**Exercise description:**
Where a line in the listing contains the string "Moonstone", copy that line out.

----

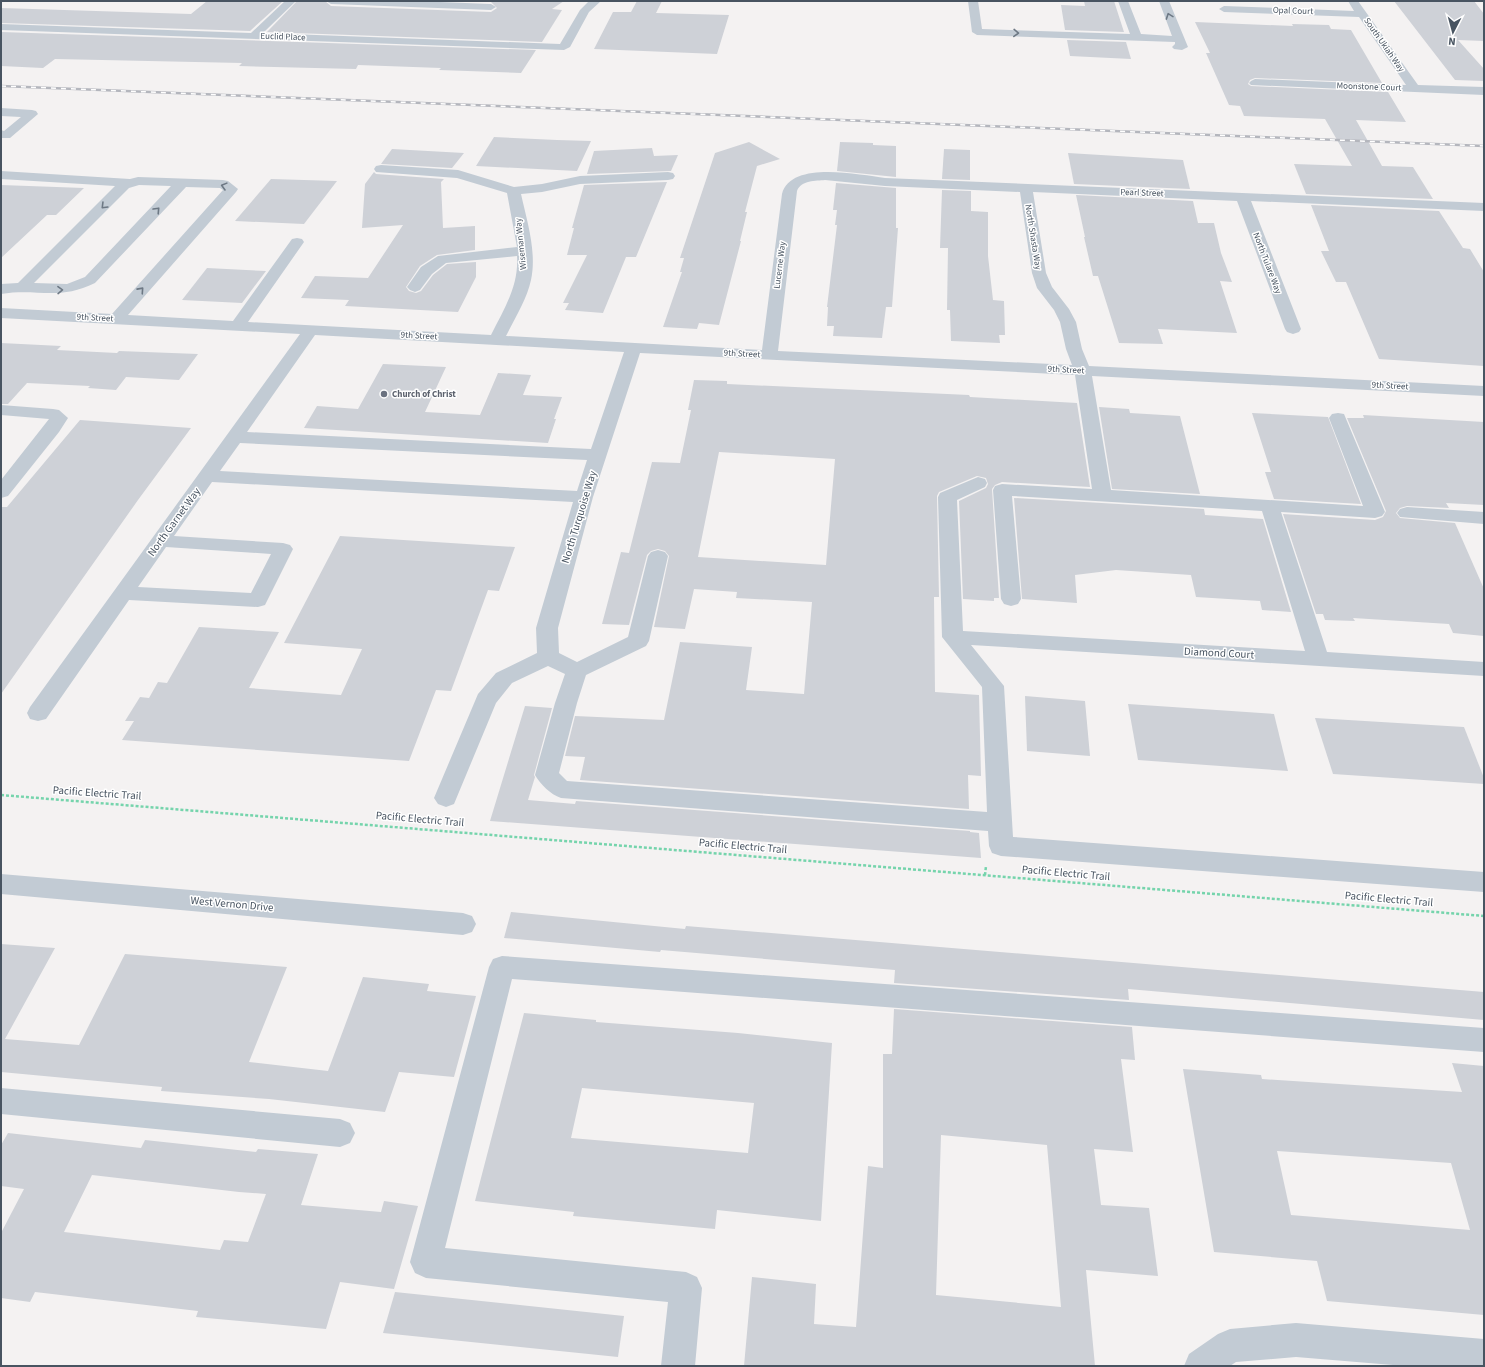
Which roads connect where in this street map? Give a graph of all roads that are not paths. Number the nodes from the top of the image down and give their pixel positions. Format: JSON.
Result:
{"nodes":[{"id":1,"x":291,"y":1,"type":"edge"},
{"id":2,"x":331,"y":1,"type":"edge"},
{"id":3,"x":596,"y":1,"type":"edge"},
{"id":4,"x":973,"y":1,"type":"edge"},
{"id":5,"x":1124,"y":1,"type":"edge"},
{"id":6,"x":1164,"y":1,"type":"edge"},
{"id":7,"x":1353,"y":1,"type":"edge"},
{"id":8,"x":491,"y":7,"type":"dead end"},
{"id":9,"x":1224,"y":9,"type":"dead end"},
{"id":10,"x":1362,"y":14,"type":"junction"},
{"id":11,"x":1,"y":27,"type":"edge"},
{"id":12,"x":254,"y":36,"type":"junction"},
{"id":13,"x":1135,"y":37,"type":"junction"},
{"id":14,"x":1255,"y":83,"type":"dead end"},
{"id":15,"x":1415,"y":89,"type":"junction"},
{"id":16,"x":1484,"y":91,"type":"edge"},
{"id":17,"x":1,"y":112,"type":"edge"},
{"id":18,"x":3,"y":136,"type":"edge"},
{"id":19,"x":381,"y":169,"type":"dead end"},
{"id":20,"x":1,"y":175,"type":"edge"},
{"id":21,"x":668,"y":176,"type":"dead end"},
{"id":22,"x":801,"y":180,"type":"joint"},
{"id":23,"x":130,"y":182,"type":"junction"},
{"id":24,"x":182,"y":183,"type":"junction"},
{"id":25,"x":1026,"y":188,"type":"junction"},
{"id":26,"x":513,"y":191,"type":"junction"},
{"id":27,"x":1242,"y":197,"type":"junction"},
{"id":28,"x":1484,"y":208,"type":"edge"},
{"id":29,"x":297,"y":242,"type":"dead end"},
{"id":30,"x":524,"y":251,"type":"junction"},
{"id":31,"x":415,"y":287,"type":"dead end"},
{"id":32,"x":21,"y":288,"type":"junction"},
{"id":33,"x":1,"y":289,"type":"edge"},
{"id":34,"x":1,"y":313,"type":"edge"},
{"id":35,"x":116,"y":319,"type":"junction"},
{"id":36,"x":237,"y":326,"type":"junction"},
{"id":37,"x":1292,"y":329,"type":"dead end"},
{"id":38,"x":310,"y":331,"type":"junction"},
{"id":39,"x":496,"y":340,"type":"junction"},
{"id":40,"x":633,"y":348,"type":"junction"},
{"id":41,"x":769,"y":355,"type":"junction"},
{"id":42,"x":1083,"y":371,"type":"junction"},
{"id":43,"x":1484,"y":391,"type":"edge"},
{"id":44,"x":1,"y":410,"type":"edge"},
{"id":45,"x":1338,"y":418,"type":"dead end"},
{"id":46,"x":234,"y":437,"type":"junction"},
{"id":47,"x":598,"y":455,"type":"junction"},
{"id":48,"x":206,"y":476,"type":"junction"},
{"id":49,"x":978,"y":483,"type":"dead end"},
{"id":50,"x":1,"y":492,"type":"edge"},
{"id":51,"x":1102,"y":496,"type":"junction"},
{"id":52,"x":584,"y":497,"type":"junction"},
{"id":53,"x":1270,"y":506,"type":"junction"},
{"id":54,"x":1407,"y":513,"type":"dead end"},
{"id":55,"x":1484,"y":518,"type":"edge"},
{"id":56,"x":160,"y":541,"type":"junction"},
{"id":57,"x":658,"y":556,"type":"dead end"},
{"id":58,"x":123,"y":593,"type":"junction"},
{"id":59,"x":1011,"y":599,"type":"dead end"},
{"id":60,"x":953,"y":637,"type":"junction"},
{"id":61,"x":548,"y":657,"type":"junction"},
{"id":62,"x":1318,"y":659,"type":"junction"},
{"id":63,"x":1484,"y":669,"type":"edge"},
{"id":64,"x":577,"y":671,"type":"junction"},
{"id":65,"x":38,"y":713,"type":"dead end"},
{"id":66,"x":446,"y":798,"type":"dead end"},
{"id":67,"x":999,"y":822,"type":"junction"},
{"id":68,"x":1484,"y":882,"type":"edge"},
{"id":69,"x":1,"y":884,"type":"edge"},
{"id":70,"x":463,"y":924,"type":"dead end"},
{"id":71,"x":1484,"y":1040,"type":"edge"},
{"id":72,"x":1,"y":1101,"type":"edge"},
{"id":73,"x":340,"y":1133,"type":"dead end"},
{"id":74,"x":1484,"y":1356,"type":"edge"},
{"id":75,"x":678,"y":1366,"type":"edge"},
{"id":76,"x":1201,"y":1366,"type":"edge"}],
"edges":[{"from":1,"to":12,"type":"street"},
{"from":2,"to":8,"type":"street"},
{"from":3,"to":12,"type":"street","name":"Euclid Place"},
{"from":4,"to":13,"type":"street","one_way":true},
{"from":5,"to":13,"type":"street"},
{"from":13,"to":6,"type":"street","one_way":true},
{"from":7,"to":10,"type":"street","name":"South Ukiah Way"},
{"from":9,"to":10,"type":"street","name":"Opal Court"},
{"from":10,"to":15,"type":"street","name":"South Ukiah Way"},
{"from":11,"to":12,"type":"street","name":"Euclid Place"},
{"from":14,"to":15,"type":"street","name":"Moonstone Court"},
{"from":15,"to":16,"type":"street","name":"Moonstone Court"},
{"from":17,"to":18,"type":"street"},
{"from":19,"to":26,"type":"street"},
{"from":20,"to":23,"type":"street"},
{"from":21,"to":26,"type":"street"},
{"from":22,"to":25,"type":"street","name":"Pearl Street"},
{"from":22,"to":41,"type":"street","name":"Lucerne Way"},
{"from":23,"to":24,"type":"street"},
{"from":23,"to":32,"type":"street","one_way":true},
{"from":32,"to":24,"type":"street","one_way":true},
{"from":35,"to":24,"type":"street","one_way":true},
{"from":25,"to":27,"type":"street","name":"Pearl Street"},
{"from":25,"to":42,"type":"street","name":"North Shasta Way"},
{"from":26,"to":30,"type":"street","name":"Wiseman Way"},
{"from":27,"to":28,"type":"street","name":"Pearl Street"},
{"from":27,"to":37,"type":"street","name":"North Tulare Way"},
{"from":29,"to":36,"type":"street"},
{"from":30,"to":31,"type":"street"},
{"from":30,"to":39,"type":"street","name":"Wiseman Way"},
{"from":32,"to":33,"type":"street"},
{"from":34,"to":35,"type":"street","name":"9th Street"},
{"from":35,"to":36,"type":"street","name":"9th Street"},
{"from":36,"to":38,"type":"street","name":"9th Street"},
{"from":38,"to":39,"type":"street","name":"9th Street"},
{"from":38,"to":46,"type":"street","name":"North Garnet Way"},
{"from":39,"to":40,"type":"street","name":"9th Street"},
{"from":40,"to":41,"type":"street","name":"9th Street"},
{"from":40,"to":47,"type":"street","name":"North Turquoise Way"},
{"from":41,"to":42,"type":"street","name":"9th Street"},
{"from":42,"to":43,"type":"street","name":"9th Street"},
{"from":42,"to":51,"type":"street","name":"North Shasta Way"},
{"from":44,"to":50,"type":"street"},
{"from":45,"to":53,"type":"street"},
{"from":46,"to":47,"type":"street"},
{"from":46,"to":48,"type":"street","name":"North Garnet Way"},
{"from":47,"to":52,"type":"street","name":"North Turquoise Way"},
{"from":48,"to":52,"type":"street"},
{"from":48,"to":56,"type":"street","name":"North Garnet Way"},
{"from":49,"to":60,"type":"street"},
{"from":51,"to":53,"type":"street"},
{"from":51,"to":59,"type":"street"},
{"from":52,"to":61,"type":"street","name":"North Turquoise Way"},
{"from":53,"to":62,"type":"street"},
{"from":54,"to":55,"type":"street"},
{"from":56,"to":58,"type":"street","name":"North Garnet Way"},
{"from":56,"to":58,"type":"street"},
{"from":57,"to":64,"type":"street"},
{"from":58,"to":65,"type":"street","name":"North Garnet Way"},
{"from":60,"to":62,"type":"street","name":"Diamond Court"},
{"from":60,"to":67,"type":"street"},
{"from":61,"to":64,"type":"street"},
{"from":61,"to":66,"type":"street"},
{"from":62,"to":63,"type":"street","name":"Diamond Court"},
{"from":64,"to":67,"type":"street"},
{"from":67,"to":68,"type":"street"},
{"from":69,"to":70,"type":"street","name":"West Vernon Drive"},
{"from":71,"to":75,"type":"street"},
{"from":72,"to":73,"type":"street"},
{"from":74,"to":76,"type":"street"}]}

----

**Task output:**
{"from":14,"to":15,"type":"street","name":"Moonstone Court"},
{"from":15,"to":16,"type":"street","name":"Moonstone Court"},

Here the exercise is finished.